● **EXERCISE DATA**
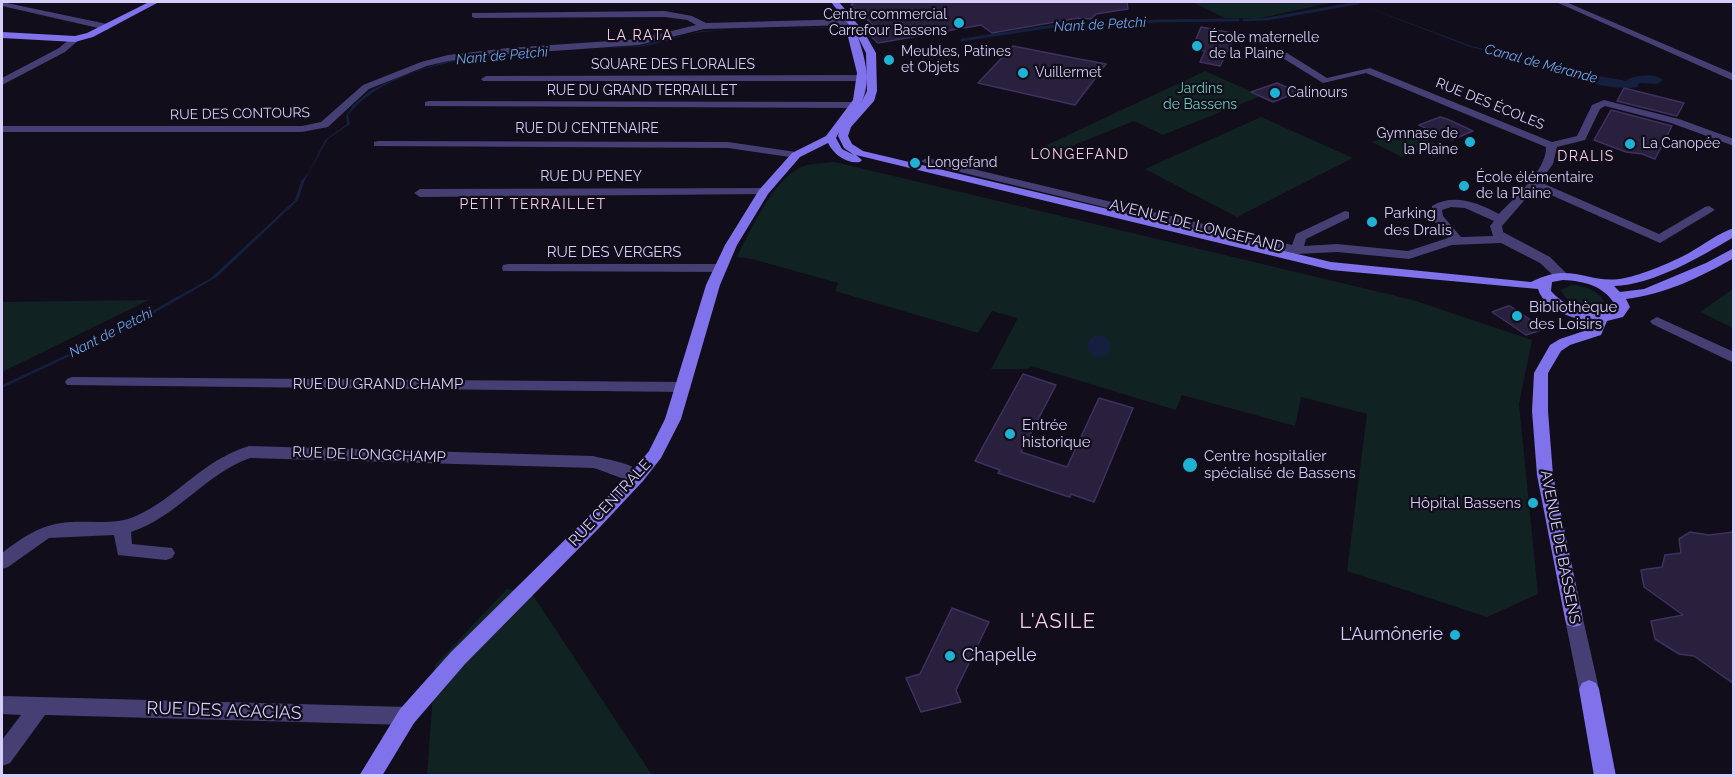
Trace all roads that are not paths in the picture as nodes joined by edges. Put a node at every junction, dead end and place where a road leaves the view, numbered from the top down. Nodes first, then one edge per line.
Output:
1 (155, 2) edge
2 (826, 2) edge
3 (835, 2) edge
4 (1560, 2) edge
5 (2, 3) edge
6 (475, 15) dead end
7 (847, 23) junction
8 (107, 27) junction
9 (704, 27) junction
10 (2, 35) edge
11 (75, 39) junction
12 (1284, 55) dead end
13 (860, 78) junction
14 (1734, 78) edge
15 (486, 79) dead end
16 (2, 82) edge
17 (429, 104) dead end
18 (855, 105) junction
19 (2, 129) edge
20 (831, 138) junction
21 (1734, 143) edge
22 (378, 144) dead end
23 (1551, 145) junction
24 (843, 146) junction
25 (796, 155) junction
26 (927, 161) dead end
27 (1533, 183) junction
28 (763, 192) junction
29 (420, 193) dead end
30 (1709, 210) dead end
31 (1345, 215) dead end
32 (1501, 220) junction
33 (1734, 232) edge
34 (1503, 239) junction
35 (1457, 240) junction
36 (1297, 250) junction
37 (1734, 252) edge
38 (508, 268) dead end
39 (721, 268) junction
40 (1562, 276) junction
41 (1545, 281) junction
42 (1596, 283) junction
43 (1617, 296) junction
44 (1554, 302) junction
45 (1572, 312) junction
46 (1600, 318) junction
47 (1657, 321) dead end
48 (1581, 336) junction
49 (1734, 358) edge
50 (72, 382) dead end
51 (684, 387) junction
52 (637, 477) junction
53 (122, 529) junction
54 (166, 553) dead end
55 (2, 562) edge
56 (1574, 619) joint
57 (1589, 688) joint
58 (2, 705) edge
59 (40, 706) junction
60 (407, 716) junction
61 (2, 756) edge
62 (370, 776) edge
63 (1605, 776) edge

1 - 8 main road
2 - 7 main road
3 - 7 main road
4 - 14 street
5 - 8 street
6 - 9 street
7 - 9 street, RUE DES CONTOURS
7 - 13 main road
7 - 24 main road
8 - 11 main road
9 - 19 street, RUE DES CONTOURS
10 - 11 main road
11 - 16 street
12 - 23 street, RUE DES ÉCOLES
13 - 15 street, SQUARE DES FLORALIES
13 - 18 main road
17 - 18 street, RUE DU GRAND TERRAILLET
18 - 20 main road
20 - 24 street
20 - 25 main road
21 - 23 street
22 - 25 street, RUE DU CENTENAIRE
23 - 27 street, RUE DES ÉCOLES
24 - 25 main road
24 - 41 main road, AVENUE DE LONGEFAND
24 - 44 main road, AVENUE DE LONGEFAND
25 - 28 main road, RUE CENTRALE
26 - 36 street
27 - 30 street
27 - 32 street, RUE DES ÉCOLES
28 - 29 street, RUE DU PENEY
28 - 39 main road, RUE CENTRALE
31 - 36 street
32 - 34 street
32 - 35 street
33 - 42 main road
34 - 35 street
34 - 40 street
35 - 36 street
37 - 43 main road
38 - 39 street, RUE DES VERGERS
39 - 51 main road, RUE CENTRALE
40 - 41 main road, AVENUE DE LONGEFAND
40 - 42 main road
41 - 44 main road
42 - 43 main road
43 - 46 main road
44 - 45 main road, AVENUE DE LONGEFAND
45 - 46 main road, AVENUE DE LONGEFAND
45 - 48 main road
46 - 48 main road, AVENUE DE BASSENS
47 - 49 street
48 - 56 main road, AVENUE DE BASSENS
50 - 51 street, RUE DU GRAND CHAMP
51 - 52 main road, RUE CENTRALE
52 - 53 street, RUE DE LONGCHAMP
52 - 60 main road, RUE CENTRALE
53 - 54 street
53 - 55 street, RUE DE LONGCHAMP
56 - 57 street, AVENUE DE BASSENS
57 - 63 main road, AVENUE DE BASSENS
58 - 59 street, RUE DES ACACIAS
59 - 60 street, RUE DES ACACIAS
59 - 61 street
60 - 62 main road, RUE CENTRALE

...

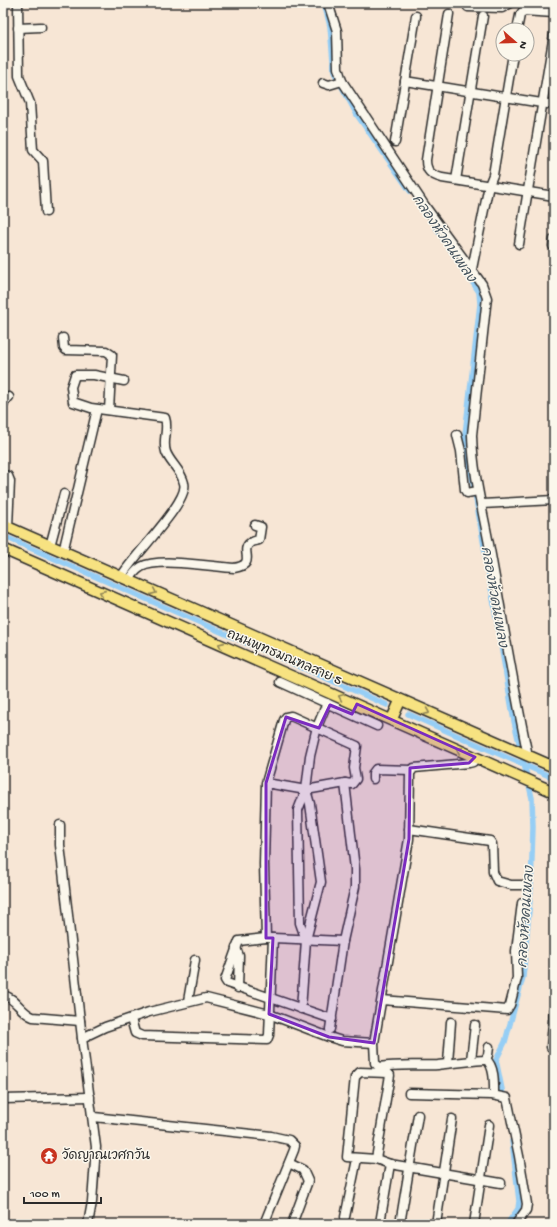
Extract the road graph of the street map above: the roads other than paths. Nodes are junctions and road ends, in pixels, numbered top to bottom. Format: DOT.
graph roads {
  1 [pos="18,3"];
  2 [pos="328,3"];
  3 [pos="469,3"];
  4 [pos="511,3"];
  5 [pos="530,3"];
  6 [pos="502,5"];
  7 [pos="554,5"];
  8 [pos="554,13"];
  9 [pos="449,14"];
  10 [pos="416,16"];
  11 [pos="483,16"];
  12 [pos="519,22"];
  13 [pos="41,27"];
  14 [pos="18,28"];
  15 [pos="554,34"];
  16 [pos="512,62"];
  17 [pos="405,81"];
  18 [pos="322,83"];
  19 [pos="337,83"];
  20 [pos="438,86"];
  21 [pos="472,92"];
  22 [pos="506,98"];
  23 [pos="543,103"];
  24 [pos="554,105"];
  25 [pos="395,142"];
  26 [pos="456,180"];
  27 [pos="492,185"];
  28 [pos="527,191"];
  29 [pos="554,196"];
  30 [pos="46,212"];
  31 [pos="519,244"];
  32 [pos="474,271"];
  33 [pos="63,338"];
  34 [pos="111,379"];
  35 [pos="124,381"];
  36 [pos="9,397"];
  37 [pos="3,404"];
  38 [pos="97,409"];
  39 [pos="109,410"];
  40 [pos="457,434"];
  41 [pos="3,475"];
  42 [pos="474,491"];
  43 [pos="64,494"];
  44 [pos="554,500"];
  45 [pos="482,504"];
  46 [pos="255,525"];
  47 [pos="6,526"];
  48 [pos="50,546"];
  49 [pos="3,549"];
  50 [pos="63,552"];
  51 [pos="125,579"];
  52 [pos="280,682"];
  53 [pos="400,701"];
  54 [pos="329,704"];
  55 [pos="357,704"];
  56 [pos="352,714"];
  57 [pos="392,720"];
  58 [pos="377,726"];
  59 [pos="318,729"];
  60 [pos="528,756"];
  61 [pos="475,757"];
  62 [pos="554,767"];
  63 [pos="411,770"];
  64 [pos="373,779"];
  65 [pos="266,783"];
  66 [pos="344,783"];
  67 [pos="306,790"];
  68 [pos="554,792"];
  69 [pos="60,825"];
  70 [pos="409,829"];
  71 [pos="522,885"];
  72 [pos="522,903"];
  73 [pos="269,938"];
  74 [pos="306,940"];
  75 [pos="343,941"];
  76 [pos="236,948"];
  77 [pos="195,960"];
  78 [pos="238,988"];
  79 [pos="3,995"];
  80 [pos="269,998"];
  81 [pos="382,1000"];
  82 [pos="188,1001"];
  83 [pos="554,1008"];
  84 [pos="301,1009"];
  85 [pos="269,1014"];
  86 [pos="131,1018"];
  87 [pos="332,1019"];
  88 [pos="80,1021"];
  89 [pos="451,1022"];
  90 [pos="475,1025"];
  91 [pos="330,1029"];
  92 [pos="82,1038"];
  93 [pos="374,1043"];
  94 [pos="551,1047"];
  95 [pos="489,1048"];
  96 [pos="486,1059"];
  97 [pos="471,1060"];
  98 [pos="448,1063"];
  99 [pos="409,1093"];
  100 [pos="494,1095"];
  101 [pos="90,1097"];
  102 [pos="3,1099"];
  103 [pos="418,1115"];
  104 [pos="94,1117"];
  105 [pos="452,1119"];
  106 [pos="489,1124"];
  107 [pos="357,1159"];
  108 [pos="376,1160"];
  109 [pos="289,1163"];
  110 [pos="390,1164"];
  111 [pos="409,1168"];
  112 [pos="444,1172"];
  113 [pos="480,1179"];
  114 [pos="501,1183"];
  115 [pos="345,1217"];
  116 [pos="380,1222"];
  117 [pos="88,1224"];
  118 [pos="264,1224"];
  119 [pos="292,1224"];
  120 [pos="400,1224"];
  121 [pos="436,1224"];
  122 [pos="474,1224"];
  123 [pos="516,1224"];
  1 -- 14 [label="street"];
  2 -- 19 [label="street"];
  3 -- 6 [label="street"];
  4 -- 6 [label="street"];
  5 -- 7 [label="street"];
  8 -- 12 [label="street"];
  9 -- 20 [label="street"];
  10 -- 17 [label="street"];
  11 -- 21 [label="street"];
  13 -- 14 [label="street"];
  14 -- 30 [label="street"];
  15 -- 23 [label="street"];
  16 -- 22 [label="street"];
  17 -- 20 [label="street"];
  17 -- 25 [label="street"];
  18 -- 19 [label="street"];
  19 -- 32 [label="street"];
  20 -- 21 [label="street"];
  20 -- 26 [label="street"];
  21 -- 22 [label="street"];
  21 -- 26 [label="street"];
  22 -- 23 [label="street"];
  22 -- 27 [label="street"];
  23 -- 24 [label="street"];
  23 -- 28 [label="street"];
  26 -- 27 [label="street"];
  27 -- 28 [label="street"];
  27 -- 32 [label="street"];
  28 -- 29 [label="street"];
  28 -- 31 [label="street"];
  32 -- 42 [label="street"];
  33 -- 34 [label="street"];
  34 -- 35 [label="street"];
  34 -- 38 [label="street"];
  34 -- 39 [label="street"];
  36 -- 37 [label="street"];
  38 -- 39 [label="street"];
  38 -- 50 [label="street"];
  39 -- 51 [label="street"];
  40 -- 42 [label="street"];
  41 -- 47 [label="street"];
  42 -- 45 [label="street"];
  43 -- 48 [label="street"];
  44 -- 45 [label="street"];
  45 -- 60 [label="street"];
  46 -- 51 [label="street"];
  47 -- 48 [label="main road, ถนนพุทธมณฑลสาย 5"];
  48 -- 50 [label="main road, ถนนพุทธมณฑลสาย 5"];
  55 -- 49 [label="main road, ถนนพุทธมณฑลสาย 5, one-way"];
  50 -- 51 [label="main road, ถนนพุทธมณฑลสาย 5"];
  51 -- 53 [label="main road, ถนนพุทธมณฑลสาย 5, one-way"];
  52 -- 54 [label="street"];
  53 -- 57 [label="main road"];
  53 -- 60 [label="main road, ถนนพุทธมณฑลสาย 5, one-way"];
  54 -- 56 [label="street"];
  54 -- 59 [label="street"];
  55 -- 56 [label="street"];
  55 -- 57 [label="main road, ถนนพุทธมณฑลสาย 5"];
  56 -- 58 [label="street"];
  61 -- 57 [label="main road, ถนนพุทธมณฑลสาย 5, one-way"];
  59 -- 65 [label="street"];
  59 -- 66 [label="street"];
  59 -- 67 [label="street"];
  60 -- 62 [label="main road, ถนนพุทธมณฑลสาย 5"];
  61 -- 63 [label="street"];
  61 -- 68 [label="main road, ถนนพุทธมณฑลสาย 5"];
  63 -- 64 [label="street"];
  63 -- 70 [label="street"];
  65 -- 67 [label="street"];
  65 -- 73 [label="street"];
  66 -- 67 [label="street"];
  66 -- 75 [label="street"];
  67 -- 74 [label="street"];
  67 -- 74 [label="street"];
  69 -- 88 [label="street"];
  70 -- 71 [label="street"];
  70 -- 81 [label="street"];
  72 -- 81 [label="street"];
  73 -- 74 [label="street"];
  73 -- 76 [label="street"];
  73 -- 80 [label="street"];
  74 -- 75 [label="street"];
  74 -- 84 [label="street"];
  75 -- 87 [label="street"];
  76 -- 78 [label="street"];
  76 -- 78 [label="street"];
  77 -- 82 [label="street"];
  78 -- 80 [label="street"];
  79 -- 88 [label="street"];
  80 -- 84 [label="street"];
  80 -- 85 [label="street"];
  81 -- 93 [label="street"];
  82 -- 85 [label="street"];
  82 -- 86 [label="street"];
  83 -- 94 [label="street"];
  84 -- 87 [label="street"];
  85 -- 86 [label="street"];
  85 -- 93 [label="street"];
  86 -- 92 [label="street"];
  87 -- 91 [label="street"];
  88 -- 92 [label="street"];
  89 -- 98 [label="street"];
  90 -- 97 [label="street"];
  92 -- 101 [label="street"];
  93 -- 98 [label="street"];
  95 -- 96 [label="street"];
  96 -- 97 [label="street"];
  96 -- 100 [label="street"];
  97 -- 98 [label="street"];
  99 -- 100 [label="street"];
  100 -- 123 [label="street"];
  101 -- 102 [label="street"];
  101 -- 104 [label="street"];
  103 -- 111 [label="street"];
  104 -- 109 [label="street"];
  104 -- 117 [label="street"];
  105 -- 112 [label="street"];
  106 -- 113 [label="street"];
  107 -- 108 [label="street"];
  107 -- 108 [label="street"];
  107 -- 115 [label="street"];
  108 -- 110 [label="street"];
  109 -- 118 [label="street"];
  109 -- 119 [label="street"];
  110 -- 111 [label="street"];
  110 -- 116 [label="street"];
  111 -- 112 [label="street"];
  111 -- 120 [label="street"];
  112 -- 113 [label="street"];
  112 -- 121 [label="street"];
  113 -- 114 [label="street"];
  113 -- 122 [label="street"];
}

...

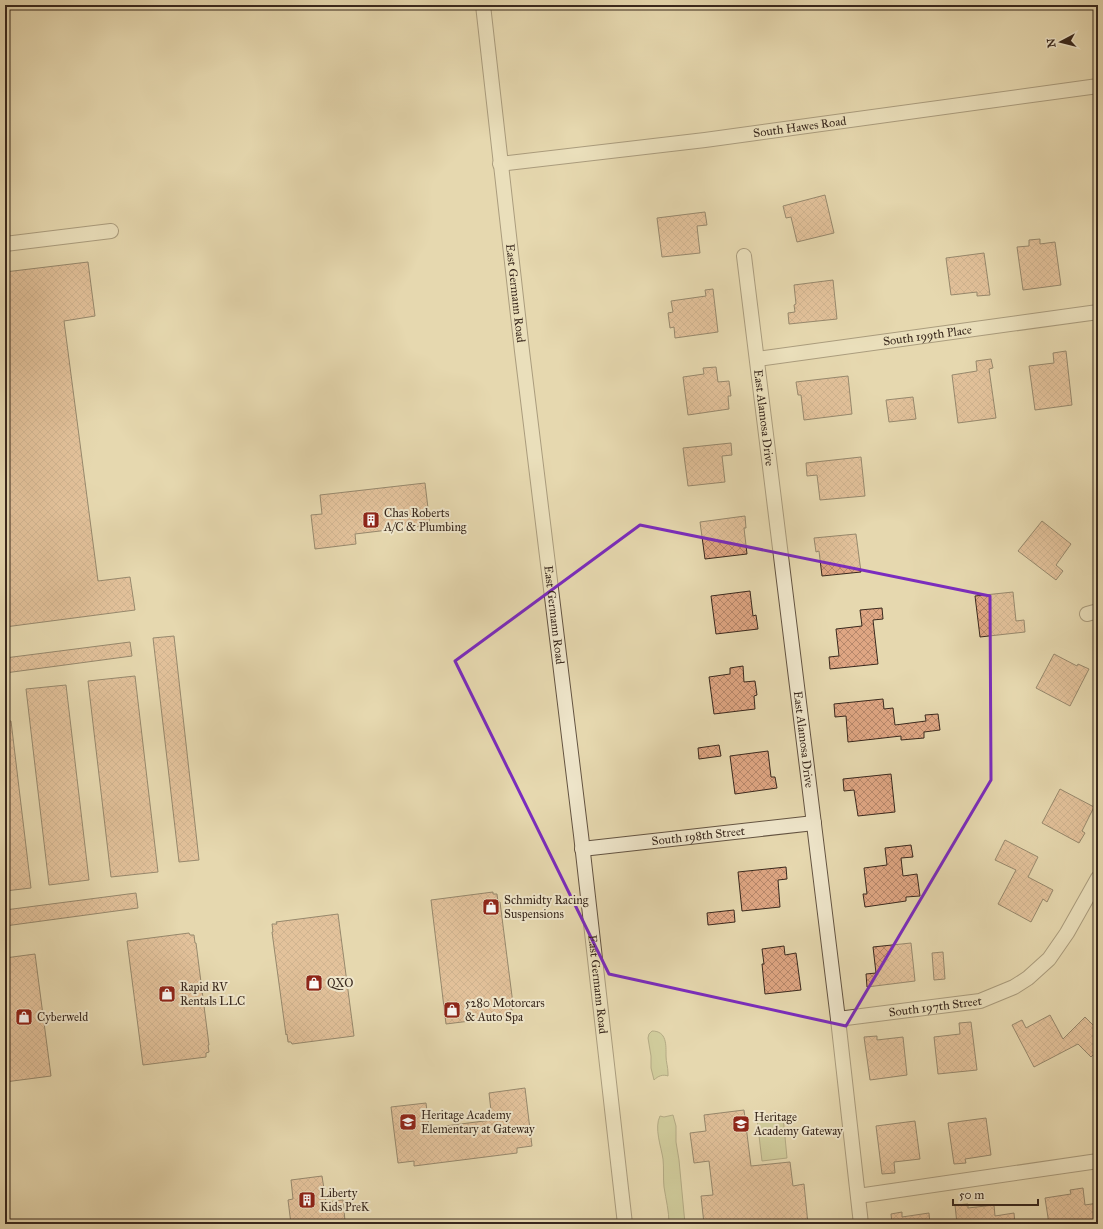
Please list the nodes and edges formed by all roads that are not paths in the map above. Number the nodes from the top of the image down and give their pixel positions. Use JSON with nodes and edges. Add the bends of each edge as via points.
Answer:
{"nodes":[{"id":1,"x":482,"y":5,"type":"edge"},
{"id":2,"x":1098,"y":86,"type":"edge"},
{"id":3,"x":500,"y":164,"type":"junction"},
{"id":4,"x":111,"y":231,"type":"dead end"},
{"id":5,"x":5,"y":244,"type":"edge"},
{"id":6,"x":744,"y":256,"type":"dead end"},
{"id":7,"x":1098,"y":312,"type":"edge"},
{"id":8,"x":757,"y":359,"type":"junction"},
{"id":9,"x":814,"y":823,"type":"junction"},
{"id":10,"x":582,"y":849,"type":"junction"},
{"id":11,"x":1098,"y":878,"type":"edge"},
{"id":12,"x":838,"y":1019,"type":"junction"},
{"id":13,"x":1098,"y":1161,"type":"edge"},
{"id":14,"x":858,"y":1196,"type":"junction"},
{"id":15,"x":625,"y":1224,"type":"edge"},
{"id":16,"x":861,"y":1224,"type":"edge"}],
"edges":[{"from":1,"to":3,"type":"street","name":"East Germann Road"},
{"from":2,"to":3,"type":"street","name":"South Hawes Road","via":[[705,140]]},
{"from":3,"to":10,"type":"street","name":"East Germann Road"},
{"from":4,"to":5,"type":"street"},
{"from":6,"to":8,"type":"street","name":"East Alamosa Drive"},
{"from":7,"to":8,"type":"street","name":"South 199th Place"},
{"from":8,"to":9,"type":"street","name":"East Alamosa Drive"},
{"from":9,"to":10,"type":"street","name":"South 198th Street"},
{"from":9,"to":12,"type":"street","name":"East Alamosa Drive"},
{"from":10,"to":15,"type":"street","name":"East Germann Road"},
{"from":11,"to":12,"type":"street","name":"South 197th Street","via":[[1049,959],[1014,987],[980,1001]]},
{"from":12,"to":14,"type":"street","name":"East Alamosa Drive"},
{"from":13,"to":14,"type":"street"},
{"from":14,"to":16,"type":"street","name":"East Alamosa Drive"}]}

● **ACTIVITY**
Throughout the material above, find each line with "South" and return it.

● **WRITTEN SOLUTION**
{"from":2,"to":3,"type":"street","name":"South Hawes Road","via":[[705,140]]},
{"from":7,"to":8,"type":"street","name":"South 199th Place"},
{"from":9,"to":10,"type":"street","name":"South 198th Street"},
{"from":11,"to":12,"type":"street","name":"South 197th Street","via":[[1049,959],[1014,987],[980,1001]]},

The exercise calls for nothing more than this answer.